Yesterday I went for a physical therapy consultation. My therapist specializes in lymphedema which is a swelling of the arm that results from the removal of lymph nodes during a lumpectomy. I had four lymph nodes removed so I am risk for this condition. It can be a mild swelling or it can be quite obvious. It is usually permanent so therapists try to address the condition before it happens. There is no real prevention for it but awareness is still important. And radiation therapy can contribute to the swelling because it damages the effectiveness of the lymph nodes — which work to drain fluid from the body. When some are missing and others are damaged, fluid can build up and cause swelling.
I have a low risk of getting lymphedema — four missing lymph nodes is not so bad — but I will still be monitored. So yesterday I had my arm measured. My affected arm (left) was a tiny bit larger than my right arm but this is not significant right now. I was given some exercises to do at home to maintain good range of motion — I feel some tightening in my armpit — and I need to purchase a compression sleeve to wear on my arm if I experience swelling or if I ever fly on a plane.
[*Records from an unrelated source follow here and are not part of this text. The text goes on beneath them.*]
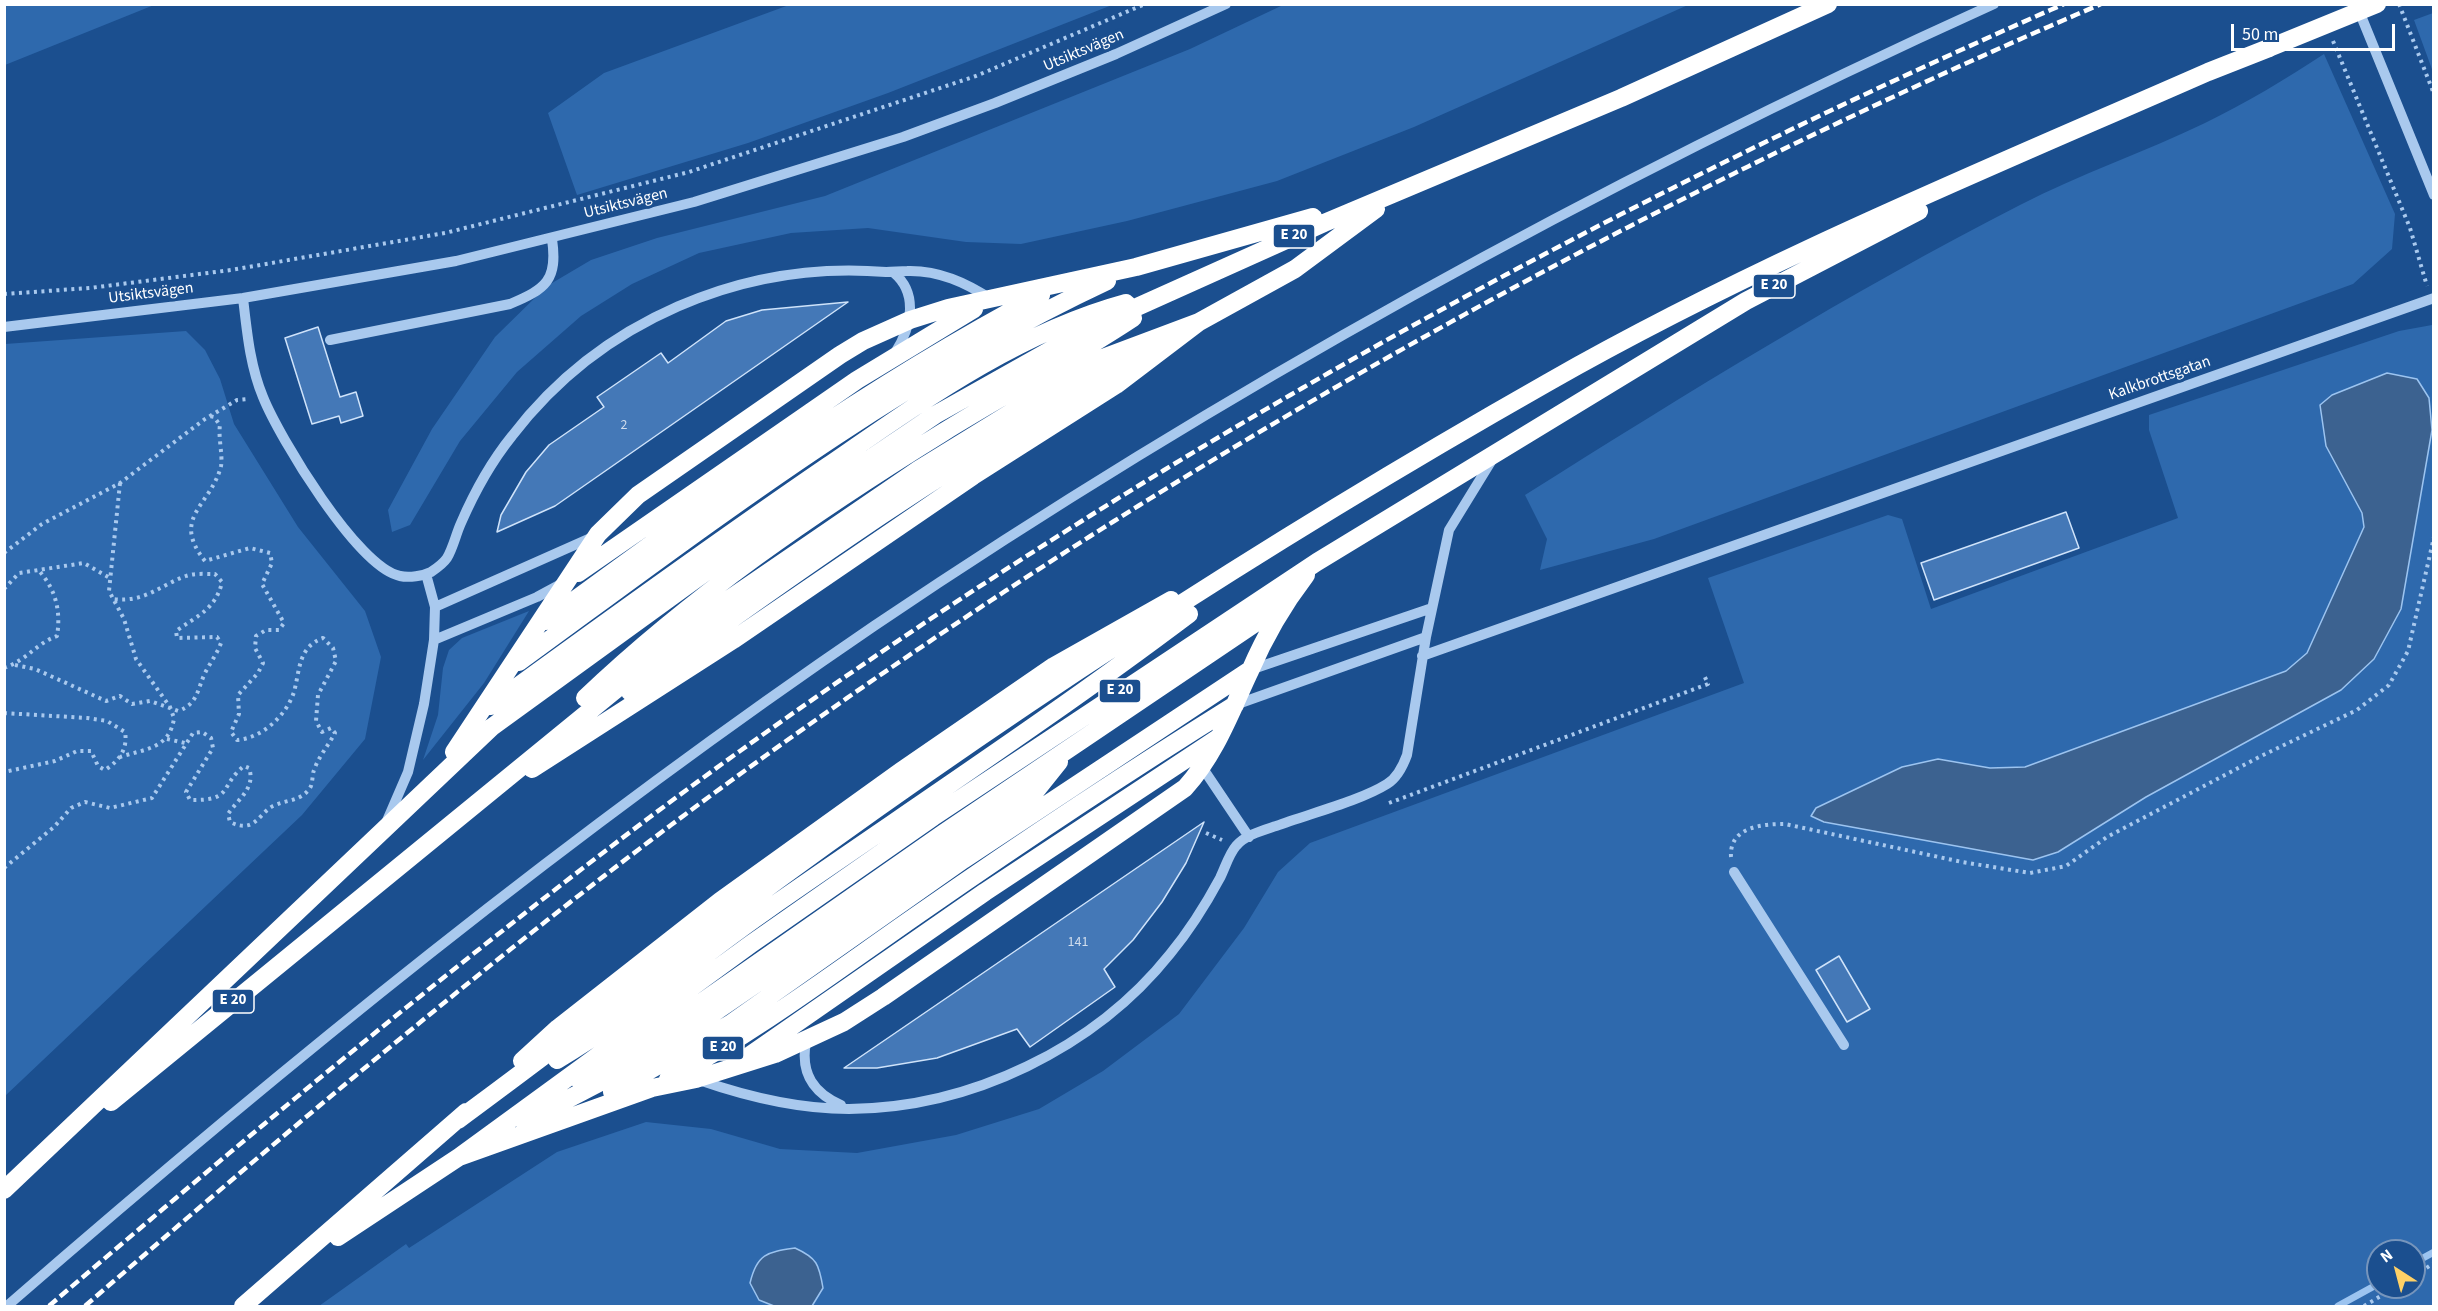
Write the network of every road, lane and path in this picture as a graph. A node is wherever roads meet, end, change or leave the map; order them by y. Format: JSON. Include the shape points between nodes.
{"nodes":[{"id":1,"x":1145,"y":4,"type":"edge"},
{"id":2,"x":1226,"y":4,"type":"edge"},
{"id":3,"x":1828,"y":4,"type":"edge"},
{"id":4,"x":1994,"y":4,"type":"edge"},
{"id":5,"x":2356,"y":4,"type":"edge"},
{"id":6,"x":2377,"y":4,"type":"edge"},
{"id":7,"x":2399,"y":4,"type":"edge"},
{"id":8,"x":2331,"y":36,"type":"dead end"},
{"id":9,"x":2433,"y":94,"type":"edge"},
{"id":10,"x":2059,"y":138,"type":"junction"},
{"id":11,"x":1409,"y":186,"type":"junction"},
{"id":12,"x":2433,"y":195,"type":"edge"},
{"id":13,"x":552,"y":239,"type":"junction"},
{"id":14,"x":1136,"y":267,"type":"junction"},
{"id":15,"x":894,"y":273,"type":"junction"},
{"id":16,"x":1064,"y":283,"type":"junction"},
{"id":17,"x":1179,"y":288,"type":"junction"},
{"id":18,"x":4,"y":294,"type":"edge"},
{"id":19,"x":243,"y":298,"type":"junction"},
{"id":20,"x":2433,"y":298,"type":"edge"},
{"id":21,"x":991,"y":300,"type":"junction"},
{"id":22,"x":910,"y":320,"type":"junction"},
{"id":23,"x":4,"y":327,"type":"edge"},
{"id":24,"x":330,"y":340,"type":"dead end"},
{"id":25,"x":894,"y":356,"type":"junction"},
{"id":26,"x":262,"y":397,"type":"junction"},
{"id":27,"x":209,"y":416,"type":"junction"},
{"id":28,"x":1498,"y":450,"type":"junction"},
{"id":29,"x":120,"y":483,"type":"junction"},
{"id":30,"x":1297,"y":532,"type":"junction"},
{"id":31,"x":598,"y":534,"type":"junction"},
{"id":32,"x":2433,"y":537,"type":"edge"},
{"id":33,"x":4,"y":553,"type":"edge"},
{"id":34,"x":1317,"y":562,"type":"junction"},
{"id":35,"x":40,"y":572,"type":"junction"},
{"id":36,"x":426,"y":574,"type":"junction"},
{"id":37,"x":110,"y":578,"type":"junction"},
{"id":38,"x":568,"y":580,"type":"junction"},
{"id":39,"x":4,"y":589,"type":"edge"},
{"id":40,"x":113,"y":599,"type":"junction"},
{"id":41,"x":1284,"y":603,"type":"junction"},
{"id":42,"x":435,"y":607,"type":"junction"},
{"id":43,"x":1432,"y":608,"type":"junction"},
{"id":44,"x":537,"y":627,"type":"junction"},
{"id":45,"x":1426,"y":637,"type":"junction"},
{"id":46,"x":434,"y":640,"type":"junction"},
{"id":47,"x":1422,"y":656,"type":"junction"},
{"id":48,"x":15,"y":664,"type":"junction"},
{"id":49,"x":4,"y":668,"type":"edge"},
{"id":50,"x":510,"y":668,"type":"junction"},
{"id":51,"x":1250,"y":670,"type":"junction"},
{"id":52,"x":1704,"y":675,"type":"dead end"},
{"id":53,"x":1235,"y":705,"type":"junction"},
{"id":54,"x":170,"y":707,"type":"junction"},
{"id":55,"x":4,"y":713,"type":"edge"},
{"id":56,"x":481,"y":713,"type":"junction"},
{"id":57,"x":1220,"y":736,"type":"junction"},
{"id":58,"x":167,"y":739,"type":"junction"},
{"id":59,"x":185,"y":743,"type":"junction"},
{"id":60,"x":1073,"y":746,"type":"junction"},
{"id":61,"x":120,"y":757,"type":"junction"},
{"id":62,"x":1202,"y":767,"type":"junction"},
{"id":63,"x":4,"y":772,"type":"edge"},
{"id":64,"x":433,"y":782,"type":"junction"},
{"id":65,"x":1035,"y":792,"type":"junction"},
{"id":66,"x":1058,"y":796,"type":"junction"},
{"id":67,"x":1381,"y":806,"type":"dead end"},
{"id":68,"x":464,"y":813,"type":"junction"},
{"id":69,"x":381,"y":833,"type":"junction"},
{"id":70,"x":1206,"y":833,"type":"dead end"},
{"id":71,"x":1249,"y":837,"type":"junction"},
{"id":72,"x":1236,"y":845,"type":"junction"},
{"id":73,"x":4,"y":868,"type":"edge"},
{"id":74,"x":1734,"y":872,"type":"joint"},
{"id":75,"x":806,"y":1042,"type":"junction"},
{"id":76,"x":1844,"y":1045,"type":"dead end"},
{"id":77,"x":738,"y":1065,"type":"junction"},
{"id":78,"x":696,"y":1079,"type":"junction"},
{"id":79,"x":652,"y":1088,"type":"junction"},
{"id":80,"x":850,"y":1109,"type":"junction"},
{"id":81,"x":568,"y":1116,"type":"junction"},
{"id":82,"x":458,"y":1120,"type":"junction"},
{"id":83,"x":459,"y":1157,"type":"junction"},
{"id":84,"x":4,"y":1190,"type":"edge"},
{"id":85,"x":284,"y":1273,"type":"junction"},
{"id":86,"x":7,"y":1306,"type":"edge"},
{"id":87,"x":243,"y":1306,"type":"edge"}],
"edges":[{"from":1,"to":18,"type":"path","via":[[976,76],[667,177],[445,233],[231,270],[90,288]]},
{"from":2,"to":13,"type":"street","name":"Utsiktsvägen","via":[[1105,59],[903,137],[694,202]]},
{"from":3,"to":11,"type":"highway","number":"E 20","via":[[1621,98]]},
{"from":4,"to":86,"type":"street","via":[[1748,120],[1553,220],[1358,326],[1028,526],[874,627],[520,883],[298,1060]]},
{"from":5,"to":12,"type":"street"},
{"from":6,"to":10,"type":"highway","number":"E 20","bridge":true},
{"from":7,"to":9,"type":"path"},
{"from":8,"to":20,"type":"path","via":[[2410,228],[2418,264]]},
{"from":10,"to":28,"type":"highway","number":"E 20","via":[[1746,301]]},
{"from":10,"to":30,"type":"highway","number":"E 20","via":[[1810,247],[1549,381]]},
{"from":11,"to":14,"type":"highway","number":"E 20"},
{"from":11,"to":17,"type":"highway","number":"E 20"},
{"from":11,"to":68,"type":"highway","number":"E 20","via":[[1295,270],[1069,395],[927,485]]},
{"from":13,"to":19,"type":"street","name":"Utsiktsvägen","via":[[456,261]]},
{"from":13,"to":24,"type":"street","via":[[554,268],[549,280],[541,289],[510,304]]},
{"from":14,"to":16,"type":"highway","number":"E 20"},
{"from":14,"to":50,"type":"highway","number":"E 20","via":[[1027,320],[914,385],[670,552]]},
{"from":15,"to":21,"type":"street","via":[[942,275],[966,283]]},
{"from":15,"to":22,"type":"street","via":[[907,288]]},
{"from":15,"to":36,"type":"street","via":[[832,270],[761,279],[670,309],[618,339],[553,389],[513,435],[476,493],[448,557]]},
{"from":16,"to":21,"type":"highway","number":"E 20"},
{"from":16,"to":44,"type":"highway","number":"E 20","via":[[950,344],[867,395]]},
{"from":17,"to":56,"type":"highway","number":"E 20","via":[[1080,315],[974,370],[718,541]]},
{"from":17,"to":64,"type":"highway","number":"E 20","via":[[1045,351],[898,440],[747,542],[492,727]]},
{"from":17,"to":68,"type":"highway","number":"E 20","via":[[1095,344],[907,455],[702,596],[639,647]]},
{"from":19,"to":23,"type":"street","name":"Utsiktsvägen"},
{"from":19,"to":26,"type":"street","via":[[251,357]]},
{"from":20,"to":47,"type":"street","name":"Kalkbrottsgatan"},
{"from":21,"to":22,"type":"highway","number":"E 20"},
{"from":21,"to":25,"type":"highway","number":"E 20"},
{"from":22,"to":25,"type":"street"},
{"from":22,"to":31,"type":"highway","number":"E 20","via":[[863,341],[831,362],[638,495]]},
{"from":25,"to":38,"type":"highway","number":"E 20"},
{"from":26,"to":27,"type":"path","via":[[237,400]]},
{"from":26,"to":36,"type":"street","via":[[311,484],[345,530],[391,573]]},
{"from":27,"to":29,"type":"path"},
{"from":27,"to":59,"type":"path","via":[[220,425],[221,465],[191,520],[190,535],[205,561],[250,548],[270,553],[272,563],[262,584],[284,623],[279,630],[266,630],[256,636],[255,648],[263,663],[238,695],[239,714],[231,732],[237,740],[250,739],[284,712],[293,693],[300,660],[312,642],[322,638],[333,648],[336,662],[318,694],[316,721],[322,732],[331,728],[336,734],[320,756],[311,786],[303,794],[294,802],[273,806],[257,823],[237,826],[230,822],[228,814],[247,793],[249,768],[244,766],[237,772],[226,792],[212,800],[190,800],[186,792],[213,748],[211,738],[202,732],[193,733]]},
{"from":28,"to":34,"type":"highway","number":"E 20"},
{"from":28,"to":43,"type":"street","via":[[1449,530]]},
{"from":29,"to":33,"type":"path","via":[[42,524]]},
{"from":29,"to":37,"type":"path"},
{"from":30,"to":82,"type":"highway","number":"E 20","via":[[1076,698],[750,921],[612,1025]]},
{"from":30,"to":82,"type":"highway","number":"E 20","via":[[1054,666],[902,771],[720,902],[558,1028]]},
{"from":31,"to":38,"type":"highway","number":"E 20"},
{"from":31,"to":42,"type":"street"},
{"from":32,"to":74,"type":"path","via":[[2409,651],[2389,685],[2357,710],[2107,837],[2066,866],[2030,873],[1785,824],[1757,824],[1739,835],[1730,852]]},
{"from":34,"to":41,"type":"highway","number":"E 20"},
{"from":34,"to":83,"type":"highway","number":"E 20","via":[[924,824],[751,944]]},
{"from":35,"to":37,"type":"path","via":[[84,563]]},
{"from":35,"to":39,"type":"path","via":[[31,569],[19,573]]},
{"from":35,"to":48,"type":"path","via":[[50,583],[56,602],[57,636],[44,640],[27,658]]},
{"from":36,"to":42,"type":"street"},
{"from":37,"to":40,"type":"path"},
{"from":38,"to":44,"type":"highway","number":"E 20"},
{"from":38,"to":46,"type":"street"},
{"from":40,"to":54,"type":"path","via":[[124,619],[136,659]]},
{"from":40,"to":54,"type":"path","via":[[126,601],[160,591],[187,575],[215,574],[222,582],[219,596],[207,612],[176,631],[177,638],[217,637],[221,643],[189,707],[178,711]]},
{"from":41,"to":51,"type":"highway","number":"E 20"},
{"from":41,"to":60,"type":"highway","number":"E 20"},
{"from":42,"to":46,"type":"street"},
{"from":43,"to":45,"type":"street"},
{"from":43,"to":51,"type":"street"},
{"from":44,"to":50,"type":"highway","number":"E 20"},
{"from":45,"to":47,"type":"street"},
{"from":45,"to":53,"type":"street"},
{"from":46,"to":69,"type":"street","via":[[408,772]]},
{"from":47,"to":71,"type":"street","via":[[1407,755],[1396,776],[1372,791]]},
{"from":48,"to":49,"type":"path"},
{"from":48,"to":54,"type":"path","via":[[106,701],[120,696],[132,704],[150,701]]},
{"from":50,"to":56,"type":"highway","number":"E 20"},
{"from":51,"to":53,"type":"highway","number":"E 20"},
{"from":51,"to":66,"type":"highway","number":"E 20"},
{"from":52,"to":67,"type":"path","via":[[1708,684]]},
{"from":53,"to":57,"type":"highway","number":"E 20"},
{"from":53,"to":79,"type":"highway","number":"E 20","via":[[983,869],[742,1036]]},
{"from":54,"to":58,"type":"path","via":[[174,718]]},
{"from":55,"to":61,"type":"path","via":[[107,721],[125,732],[127,742]]},
{"from":56,"to":64,"type":"highway","number":"E 20"},
{"from":57,"to":62,"type":"highway","number":"E 20"},
{"from":57,"to":77,"type":"highway","number":"E 20","via":[[985,892]]},
{"from":58,"to":59,"type":"path"},
{"from":58,"to":61,"type":"path","via":[[149,751]]},
{"from":59,"to":73,"type":"path","via":[[152,798],[110,808],[84,802],[71,808]]},
{"from":60,"to":65,"type":"highway","number":"E 20"},
{"from":60,"to":83,"type":"highway","number":"E 20","via":[[665,1028]]},
{"from":61,"to":63,"type":"path","via":[[105,770],[98,766],[91,751],[77,751],[55,761]]},
{"from":62,"to":71,"type":"street"},
{"from":62,"to":75,"type":"highway","number":"E 20","via":[[1185,788],[1155,810],[873,1003]]},
{"from":64,"to":69,"type":"highway","number":"E 20"},
{"from":65,"to":66,"type":"highway"},
{"from":65,"to":83,"type":"highway","number":"E 20","via":[[639,1062]]},
{"from":66,"to":81,"type":"highway","number":"E 20","via":[[730,1024]]},
{"from":68,"to":84,"type":"highway","number":"E 20"},
{"from":69,"to":84,"type":"highway","number":"E 20"},
{"from":70,"to":72,"type":"path"},
{"from":71,"to":72,"type":"street"},
{"from":72,"to":80,"type":"street","via":[[1172,953],[1145,984],[1061,1050],[1003,1077],[960,1091],[914,1102]]},
{"from":74,"to":76,"type":"street"},
{"from":75,"to":77,"type":"highway","number":"E 20"},
{"from":75,"to":80,"type":"street","via":[[805,1060],[814,1087],[823,1097]]},
{"from":77,"to":78,"type":"highway","number":"E 20"},
{"from":78,"to":79,"type":"highway","number":"E 20"},
{"from":78,"to":80,"type":"street","via":[[782,1103]]},
{"from":79,"to":81,"type":"highway","number":"E 20"},
{"from":81,"to":83,"type":"highway","number":"E 20"},
{"from":82,"to":85,"type":"highway","number":"E 20"},
{"from":83,"to":85,"type":"highway","number":"E 20"},
{"from":85,"to":87,"type":"highway","number":"E 20"}]}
It is not recommended that I lift more than 15 pounds with my left arm (Danny weighs 30+) and I cannot ever have my blood pressure checked on this arm — or have a needle stick or any other procedure that could affect the flow of blood and fluids.
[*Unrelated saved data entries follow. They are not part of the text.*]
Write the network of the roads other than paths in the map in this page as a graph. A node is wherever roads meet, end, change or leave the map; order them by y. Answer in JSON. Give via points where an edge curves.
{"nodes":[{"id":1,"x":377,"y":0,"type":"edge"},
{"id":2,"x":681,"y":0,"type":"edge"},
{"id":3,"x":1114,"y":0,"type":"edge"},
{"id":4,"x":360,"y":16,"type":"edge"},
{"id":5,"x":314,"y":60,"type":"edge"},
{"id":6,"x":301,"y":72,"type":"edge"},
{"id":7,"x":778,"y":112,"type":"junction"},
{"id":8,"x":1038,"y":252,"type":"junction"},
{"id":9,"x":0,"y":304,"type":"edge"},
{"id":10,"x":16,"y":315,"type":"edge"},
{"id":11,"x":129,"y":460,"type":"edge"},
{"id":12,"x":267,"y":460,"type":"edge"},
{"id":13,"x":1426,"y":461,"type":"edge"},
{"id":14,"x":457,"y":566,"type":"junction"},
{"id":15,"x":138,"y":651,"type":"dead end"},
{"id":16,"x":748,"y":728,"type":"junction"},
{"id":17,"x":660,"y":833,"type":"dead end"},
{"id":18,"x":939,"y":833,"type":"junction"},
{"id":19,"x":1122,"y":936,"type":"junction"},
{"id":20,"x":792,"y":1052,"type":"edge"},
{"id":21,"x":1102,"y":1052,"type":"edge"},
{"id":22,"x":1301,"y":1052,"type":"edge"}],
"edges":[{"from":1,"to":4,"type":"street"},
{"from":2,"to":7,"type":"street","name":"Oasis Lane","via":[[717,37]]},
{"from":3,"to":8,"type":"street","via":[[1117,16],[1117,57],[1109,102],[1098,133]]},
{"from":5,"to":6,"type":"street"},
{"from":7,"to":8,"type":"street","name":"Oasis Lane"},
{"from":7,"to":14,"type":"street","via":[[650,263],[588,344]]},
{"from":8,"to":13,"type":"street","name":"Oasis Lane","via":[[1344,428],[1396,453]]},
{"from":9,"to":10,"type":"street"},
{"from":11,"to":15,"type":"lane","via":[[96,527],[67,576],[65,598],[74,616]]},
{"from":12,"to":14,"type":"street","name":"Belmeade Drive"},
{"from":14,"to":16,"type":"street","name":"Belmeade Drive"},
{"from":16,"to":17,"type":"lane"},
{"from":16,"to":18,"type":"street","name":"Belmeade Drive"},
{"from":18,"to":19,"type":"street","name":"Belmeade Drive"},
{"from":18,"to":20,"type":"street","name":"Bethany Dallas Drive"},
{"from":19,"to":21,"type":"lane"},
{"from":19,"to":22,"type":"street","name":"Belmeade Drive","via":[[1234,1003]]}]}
I will go back to physical therapy in two weeks and will be monitored throughout radiation — which is 1/3 of the way done now.
I just completed my 10th radiation session and have 23 to go. It is making me very tired but I have not experienced any skin irritation yet. I am prepared for something to happen in the next week or so. I am applying aloe vera gel and calendula (an ointment made from a flower) to treat my skin. When the burning occurs (which is expected), these will soothe my skin. I was told not to wear a bra throughout the whole radiation phase — or to at least wear something that is not tight or restricting on the skin that is being treated. Today I am wearing a bikini top because I have not found anything else that works. Since I can tie the string that goes around my back, I am able to adjust the tightness and pull it low enough that it doesn’t touch my affected skin. I tried jog bras and tight camisole shirts and wearing nothing at all. I am not comfortable without any support so I hope the bikini works out.
So now I am struggling to find the best bra and the best support — exactly what I was doing up until 1996 when I had a reduction surgery. And I thought then I was forever free of this problem. You never can tell what lies ahead.